### RECORDS SUPPLIED
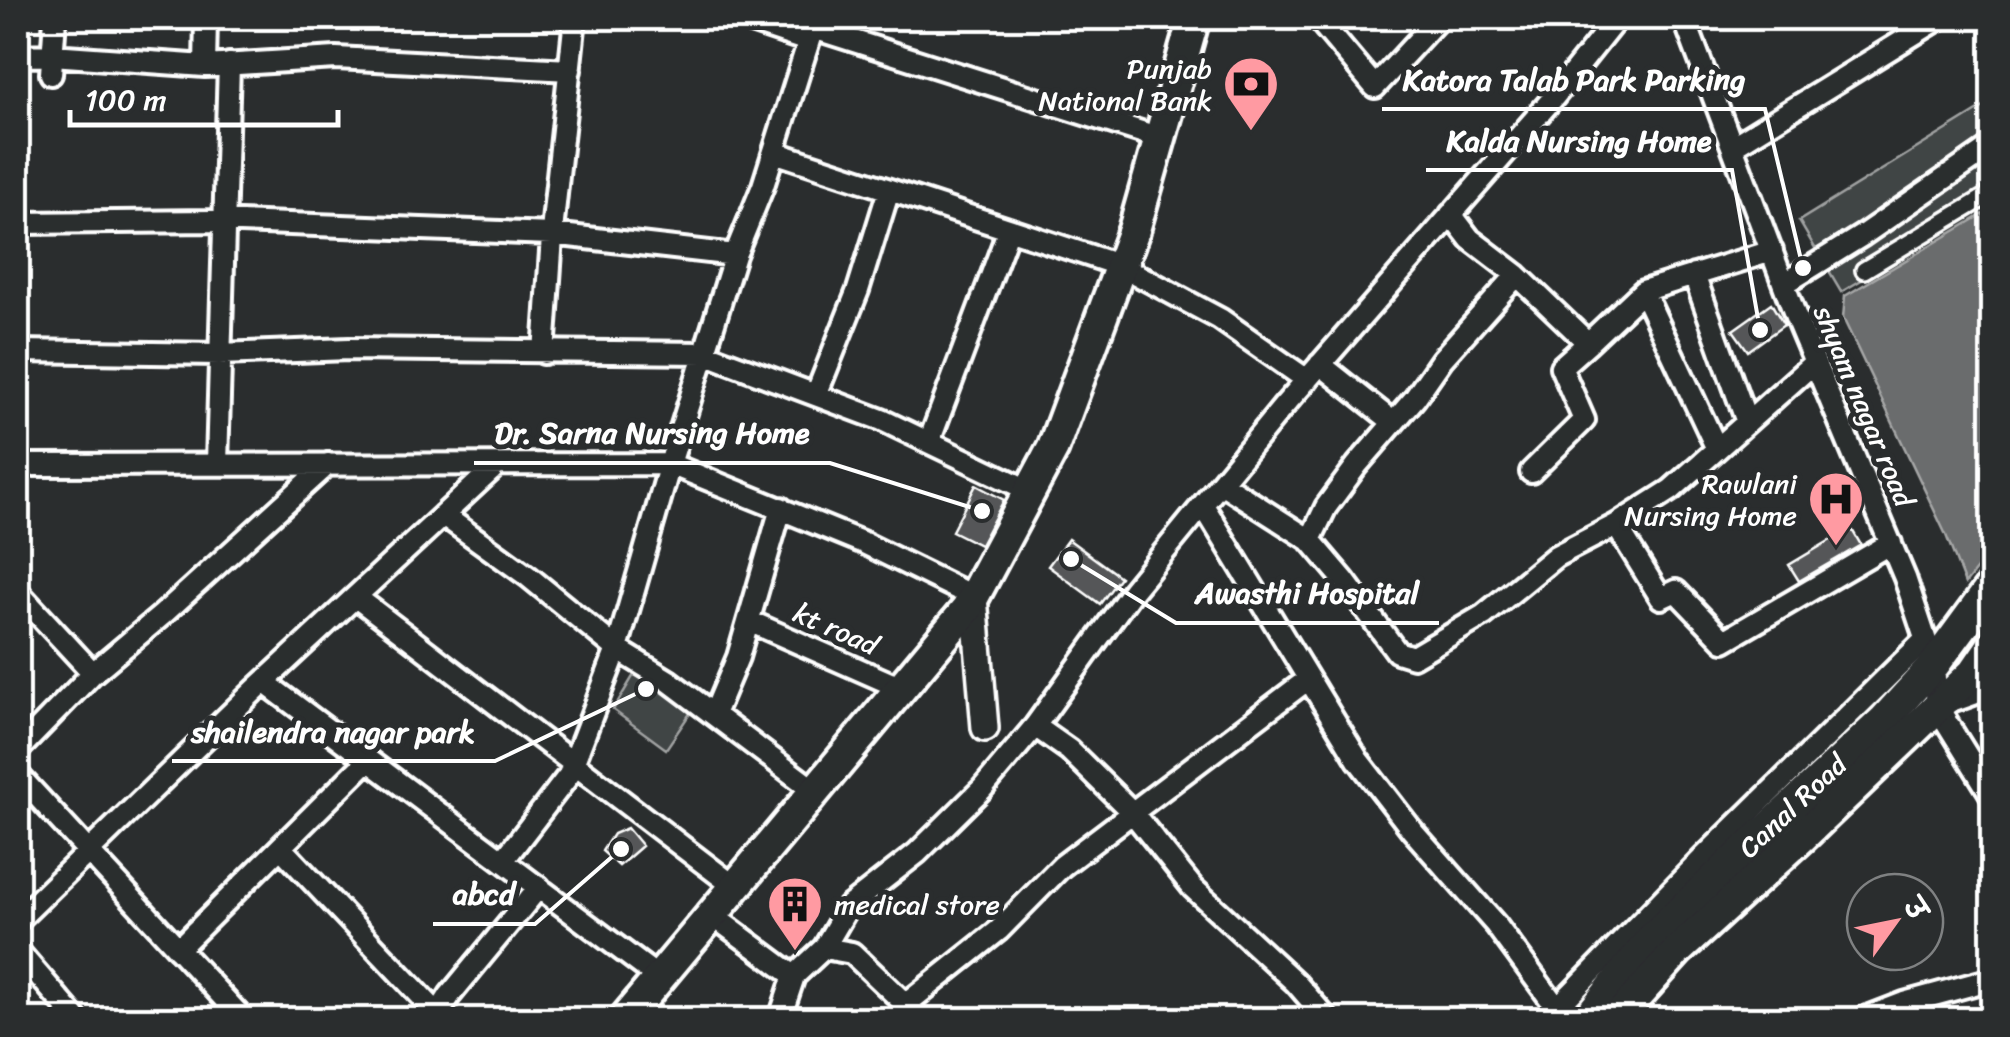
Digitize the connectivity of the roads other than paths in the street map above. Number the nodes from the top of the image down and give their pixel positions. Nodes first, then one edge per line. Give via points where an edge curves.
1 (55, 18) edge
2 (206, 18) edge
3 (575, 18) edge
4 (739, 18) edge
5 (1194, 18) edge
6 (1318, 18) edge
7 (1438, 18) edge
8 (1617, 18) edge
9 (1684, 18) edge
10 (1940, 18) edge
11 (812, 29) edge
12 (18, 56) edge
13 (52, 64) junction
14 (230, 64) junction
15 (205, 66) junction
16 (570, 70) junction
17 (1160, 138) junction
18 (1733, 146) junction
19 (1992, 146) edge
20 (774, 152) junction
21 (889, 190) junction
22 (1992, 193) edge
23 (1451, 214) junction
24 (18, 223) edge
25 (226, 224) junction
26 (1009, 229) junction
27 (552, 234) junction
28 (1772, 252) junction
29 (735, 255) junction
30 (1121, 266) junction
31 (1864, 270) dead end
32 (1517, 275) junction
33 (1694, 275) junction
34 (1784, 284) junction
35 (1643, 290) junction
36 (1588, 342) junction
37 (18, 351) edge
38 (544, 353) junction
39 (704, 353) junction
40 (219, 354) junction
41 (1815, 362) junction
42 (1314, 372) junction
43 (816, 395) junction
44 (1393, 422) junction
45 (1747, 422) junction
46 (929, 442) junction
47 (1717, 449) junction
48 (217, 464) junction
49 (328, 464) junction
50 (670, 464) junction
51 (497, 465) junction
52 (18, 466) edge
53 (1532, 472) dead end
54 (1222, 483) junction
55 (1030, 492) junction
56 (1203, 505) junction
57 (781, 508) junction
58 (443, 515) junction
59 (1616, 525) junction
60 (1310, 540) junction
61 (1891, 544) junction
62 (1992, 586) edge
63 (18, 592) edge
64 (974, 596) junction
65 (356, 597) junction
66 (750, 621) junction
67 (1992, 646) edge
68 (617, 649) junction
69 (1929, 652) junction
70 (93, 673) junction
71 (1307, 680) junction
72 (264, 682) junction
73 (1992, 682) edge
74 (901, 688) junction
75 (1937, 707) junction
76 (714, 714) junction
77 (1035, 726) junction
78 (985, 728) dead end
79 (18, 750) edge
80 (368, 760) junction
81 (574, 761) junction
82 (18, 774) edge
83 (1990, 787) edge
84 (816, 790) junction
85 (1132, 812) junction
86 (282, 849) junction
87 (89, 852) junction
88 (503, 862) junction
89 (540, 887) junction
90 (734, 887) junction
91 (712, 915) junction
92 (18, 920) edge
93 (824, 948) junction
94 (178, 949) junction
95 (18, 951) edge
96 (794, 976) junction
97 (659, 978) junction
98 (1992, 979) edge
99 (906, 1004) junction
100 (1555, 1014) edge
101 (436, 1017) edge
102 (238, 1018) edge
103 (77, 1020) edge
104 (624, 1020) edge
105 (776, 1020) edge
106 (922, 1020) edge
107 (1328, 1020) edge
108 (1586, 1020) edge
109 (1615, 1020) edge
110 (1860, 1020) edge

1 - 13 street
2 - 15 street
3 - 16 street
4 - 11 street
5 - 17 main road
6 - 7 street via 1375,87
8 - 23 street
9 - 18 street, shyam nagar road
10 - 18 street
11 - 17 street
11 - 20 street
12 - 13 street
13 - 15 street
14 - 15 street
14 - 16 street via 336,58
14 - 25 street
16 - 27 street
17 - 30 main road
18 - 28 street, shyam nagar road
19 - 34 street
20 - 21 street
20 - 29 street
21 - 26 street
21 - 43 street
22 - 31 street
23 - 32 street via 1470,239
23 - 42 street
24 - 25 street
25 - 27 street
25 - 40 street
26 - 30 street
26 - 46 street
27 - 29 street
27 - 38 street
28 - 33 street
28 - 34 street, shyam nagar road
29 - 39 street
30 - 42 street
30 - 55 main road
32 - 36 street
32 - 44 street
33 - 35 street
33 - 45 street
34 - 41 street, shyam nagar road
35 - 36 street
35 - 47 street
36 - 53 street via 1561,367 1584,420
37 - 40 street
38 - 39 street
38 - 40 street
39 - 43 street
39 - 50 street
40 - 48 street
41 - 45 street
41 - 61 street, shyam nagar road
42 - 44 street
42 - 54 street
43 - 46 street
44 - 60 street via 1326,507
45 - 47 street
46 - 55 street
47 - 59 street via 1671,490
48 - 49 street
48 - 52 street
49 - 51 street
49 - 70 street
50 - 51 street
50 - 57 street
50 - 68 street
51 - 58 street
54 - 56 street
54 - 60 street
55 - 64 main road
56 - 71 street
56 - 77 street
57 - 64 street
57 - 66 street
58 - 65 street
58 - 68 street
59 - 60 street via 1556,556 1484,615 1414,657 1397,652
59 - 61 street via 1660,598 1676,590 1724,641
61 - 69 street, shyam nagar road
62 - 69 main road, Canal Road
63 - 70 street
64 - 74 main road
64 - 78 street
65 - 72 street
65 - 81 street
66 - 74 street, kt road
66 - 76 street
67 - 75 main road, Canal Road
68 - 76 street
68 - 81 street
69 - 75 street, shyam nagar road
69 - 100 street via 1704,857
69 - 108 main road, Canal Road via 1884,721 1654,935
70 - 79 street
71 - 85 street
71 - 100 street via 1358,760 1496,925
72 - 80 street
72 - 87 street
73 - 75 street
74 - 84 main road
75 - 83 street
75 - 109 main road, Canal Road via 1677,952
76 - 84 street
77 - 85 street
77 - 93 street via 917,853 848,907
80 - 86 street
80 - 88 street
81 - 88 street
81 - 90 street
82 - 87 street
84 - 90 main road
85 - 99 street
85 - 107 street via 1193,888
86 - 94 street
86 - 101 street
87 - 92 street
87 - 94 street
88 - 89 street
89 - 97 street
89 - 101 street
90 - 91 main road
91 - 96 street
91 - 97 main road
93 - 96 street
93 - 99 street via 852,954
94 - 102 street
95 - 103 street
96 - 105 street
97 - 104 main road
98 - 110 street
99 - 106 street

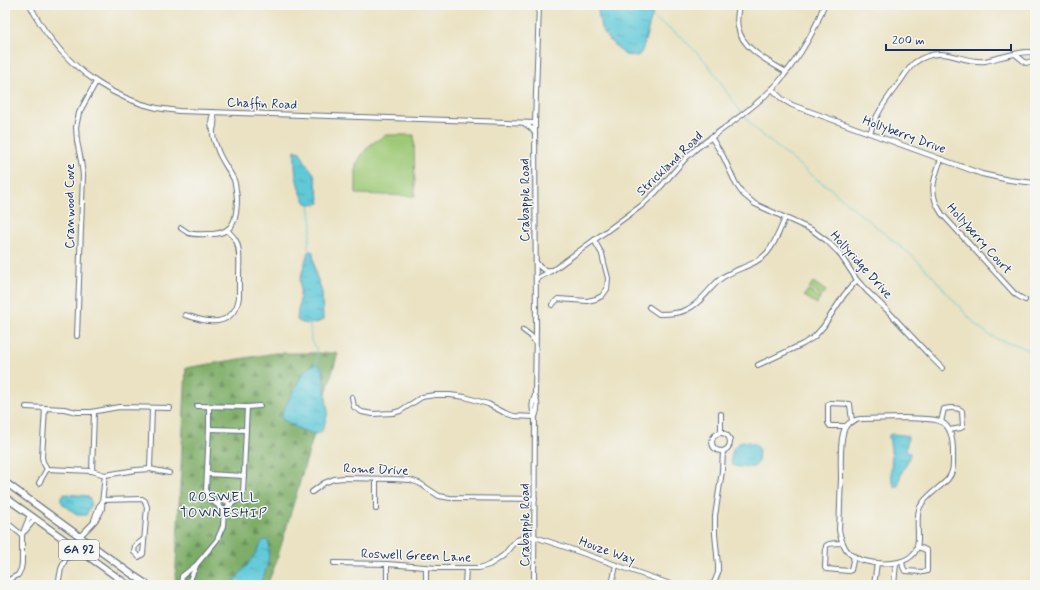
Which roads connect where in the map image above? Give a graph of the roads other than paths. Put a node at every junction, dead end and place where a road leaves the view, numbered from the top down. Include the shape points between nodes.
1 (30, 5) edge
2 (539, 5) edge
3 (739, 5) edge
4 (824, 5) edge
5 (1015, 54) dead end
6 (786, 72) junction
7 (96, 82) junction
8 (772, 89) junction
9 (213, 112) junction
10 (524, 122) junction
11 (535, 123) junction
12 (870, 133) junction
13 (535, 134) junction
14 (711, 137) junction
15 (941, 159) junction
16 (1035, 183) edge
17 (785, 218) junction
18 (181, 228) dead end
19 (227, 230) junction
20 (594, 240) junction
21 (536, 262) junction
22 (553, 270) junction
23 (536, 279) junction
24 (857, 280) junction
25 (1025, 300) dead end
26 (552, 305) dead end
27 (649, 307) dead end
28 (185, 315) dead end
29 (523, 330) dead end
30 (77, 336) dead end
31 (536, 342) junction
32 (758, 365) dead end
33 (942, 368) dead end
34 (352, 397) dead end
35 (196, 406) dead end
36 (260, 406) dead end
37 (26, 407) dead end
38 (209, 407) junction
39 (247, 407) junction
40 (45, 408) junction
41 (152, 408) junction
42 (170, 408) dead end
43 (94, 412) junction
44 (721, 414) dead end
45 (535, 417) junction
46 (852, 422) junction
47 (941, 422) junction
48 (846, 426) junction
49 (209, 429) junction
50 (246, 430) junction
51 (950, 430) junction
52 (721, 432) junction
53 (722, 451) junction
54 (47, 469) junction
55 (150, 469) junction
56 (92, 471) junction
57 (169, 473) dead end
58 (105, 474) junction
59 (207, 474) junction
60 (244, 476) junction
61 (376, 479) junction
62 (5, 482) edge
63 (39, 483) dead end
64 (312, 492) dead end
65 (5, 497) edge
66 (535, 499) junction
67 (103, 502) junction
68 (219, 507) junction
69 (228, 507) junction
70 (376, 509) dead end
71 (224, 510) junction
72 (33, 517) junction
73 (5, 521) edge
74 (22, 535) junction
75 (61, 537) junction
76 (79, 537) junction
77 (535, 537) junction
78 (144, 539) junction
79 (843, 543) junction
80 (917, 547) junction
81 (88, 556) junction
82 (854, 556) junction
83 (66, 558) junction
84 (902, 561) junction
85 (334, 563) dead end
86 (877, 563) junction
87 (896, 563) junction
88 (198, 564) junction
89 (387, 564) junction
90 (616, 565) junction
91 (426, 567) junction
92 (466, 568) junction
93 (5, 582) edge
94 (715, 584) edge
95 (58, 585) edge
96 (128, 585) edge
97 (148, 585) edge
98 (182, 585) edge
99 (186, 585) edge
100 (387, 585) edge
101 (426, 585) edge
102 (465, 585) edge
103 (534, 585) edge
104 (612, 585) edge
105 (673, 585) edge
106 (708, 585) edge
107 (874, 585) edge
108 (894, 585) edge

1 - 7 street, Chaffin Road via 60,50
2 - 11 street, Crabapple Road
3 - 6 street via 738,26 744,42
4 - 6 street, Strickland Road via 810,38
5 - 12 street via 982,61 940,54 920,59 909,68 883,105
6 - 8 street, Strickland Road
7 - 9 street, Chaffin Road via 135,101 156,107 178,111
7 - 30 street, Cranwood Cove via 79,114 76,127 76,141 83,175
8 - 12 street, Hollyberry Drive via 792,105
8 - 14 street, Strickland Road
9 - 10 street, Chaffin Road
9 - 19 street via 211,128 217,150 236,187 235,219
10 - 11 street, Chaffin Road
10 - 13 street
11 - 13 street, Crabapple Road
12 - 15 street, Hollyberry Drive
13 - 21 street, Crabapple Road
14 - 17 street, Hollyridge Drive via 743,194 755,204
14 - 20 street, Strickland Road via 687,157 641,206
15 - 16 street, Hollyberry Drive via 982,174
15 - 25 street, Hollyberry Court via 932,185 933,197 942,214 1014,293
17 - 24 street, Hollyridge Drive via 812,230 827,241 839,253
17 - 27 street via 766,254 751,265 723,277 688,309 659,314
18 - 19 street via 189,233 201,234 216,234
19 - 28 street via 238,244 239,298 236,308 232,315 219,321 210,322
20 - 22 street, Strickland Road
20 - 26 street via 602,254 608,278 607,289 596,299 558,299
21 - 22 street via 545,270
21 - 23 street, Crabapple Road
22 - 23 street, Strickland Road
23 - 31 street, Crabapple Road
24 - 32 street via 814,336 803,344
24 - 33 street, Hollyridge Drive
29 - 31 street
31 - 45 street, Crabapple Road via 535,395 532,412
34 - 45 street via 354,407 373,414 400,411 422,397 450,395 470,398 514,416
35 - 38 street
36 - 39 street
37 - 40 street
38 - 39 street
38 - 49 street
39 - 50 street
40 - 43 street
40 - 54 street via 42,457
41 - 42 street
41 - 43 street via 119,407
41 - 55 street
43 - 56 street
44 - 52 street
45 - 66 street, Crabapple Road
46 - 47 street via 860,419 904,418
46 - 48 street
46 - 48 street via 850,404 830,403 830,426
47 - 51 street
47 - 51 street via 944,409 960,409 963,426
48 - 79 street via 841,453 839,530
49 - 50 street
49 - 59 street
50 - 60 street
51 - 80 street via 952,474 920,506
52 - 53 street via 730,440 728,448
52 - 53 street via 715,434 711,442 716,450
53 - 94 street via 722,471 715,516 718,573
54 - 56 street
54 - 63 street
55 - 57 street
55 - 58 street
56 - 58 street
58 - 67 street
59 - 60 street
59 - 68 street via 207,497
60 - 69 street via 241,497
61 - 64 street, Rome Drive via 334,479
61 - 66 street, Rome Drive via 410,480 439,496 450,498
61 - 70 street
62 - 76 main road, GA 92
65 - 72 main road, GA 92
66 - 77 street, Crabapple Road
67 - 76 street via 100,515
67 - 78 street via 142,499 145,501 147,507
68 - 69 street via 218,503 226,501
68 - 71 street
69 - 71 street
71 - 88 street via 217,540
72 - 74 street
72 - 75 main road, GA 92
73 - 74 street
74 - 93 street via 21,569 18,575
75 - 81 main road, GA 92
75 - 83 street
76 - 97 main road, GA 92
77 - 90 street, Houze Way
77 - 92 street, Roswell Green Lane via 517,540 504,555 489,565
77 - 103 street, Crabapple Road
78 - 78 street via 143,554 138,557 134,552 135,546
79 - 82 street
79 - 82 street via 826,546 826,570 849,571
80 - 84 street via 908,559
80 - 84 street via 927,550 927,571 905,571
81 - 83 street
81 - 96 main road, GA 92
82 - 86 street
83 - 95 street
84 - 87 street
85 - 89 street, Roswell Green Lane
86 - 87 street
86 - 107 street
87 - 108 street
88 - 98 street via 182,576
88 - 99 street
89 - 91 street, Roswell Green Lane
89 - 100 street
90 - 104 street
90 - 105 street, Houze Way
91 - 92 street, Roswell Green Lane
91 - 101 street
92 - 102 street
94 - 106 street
######
TASK STATEMENT
Only the lines containing "nagar" are needed; pull them out of the listing.

ANSWER FOR THIS EXERCISE
9 - 18 street, shyam nagar road
18 - 28 street, shyam nagar road
28 - 34 street, shyam nagar road
34 - 41 street, shyam nagar road
41 - 61 street, shyam nagar road
61 - 69 street, shyam nagar road
69 - 75 street, shyam nagar road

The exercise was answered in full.